SPECIAL REPORT

Handling of chemicals 'dangerously lax'

BEIJING • First came the rashes, coughs and headaches. Then medical tests showed up signs of bronchitis, even leukaemia.

This was not the welcome that the students of Changzhou Foreign Language School in eastern Jiangsu province were expecting when they moved into their new campus last year.

The shocking news in April that around 500 teenagers had fallen ill due to toxic soil left behind by three chemical plants led to a swift outcry among the public.

It was a stark reminder of the seriousness of China's soil pollution, which environmentalists have warned could be more deadly than the country's more well-publicised water and air pollution.

"The tragedy that has occurred in Changzhou shows just how dangerously lax China's hazardous chemical management is," said Greenpeace East Asia in a statement following the scandal.

Reports said that tests on groundwater samples showed readings of chlorobenzene - which can damage the nervous system, liver and kidneys - exceeding safe levels by more than 94,000 times.

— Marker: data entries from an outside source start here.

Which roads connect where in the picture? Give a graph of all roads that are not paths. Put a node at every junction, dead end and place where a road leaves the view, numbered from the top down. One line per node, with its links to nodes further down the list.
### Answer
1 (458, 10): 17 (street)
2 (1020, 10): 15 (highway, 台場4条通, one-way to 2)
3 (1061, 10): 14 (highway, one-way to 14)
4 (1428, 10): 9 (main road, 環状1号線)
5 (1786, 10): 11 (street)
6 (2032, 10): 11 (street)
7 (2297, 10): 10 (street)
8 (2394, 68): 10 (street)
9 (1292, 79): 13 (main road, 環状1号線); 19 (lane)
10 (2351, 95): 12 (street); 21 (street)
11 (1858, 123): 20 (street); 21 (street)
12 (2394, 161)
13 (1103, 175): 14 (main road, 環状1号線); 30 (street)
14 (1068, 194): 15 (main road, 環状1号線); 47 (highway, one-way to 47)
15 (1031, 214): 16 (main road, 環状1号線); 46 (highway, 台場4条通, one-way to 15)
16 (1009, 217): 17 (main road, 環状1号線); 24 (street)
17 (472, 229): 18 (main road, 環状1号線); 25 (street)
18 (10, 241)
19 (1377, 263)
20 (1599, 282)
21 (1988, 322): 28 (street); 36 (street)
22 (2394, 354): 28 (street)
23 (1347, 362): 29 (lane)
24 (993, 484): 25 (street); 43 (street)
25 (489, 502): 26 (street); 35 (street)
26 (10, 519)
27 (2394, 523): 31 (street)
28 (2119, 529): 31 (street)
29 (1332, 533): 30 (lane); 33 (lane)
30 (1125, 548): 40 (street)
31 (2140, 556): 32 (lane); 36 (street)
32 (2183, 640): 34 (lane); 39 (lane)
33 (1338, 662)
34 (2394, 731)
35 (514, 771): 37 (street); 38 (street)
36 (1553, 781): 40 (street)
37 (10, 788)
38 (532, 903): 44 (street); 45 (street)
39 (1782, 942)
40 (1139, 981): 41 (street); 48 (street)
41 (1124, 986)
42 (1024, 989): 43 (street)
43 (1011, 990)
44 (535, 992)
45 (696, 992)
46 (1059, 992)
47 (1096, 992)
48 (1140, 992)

According to Chinese non-governmental organisation the Institute of Public and Environmental Affairs, the worst affected regions are likely to be near the Pearl River Delta, the Yangtze River Delta, and certain parts of Hunan and Zhejiang provinces.

This was its conclusion after compiling public information on potential soil pollution sources and then mapping out risky areas. Polluting industries include manufacturers of petrochemicals, fertilisers and pesticides, where emissions and improper waste disposal cause soil and groundwater pollution.

Meanwhile, mining industries can cause soil pollution in provinces that are rich in mineral resources, such as Yunnan, Sichuan, Hunan and Guizhou, as heavy metal pollutants such as arsenic and cadmium are released into the ground.

In Changzhou, the suspected culprits were former pesticide producers. State broadcaster CCTV quoted an anonymous former plant employee as saying that waste water produced used to be dumped outside the plant, while poisonous materials were buried underground without proper treatment.

Reports said that tests on groundwater samples showed readings of chlorobenzene - which can damage the nervous system, liver and kidneys - exceeding safe levels by more than 94,000 times.

A commentary in the Global Times in April said China's rapid economic development has been achieved at the cost of the environment.

"All industrialised nations have gone through similar growing pains, though it certainly does not justify what continues to occur here in China," it said.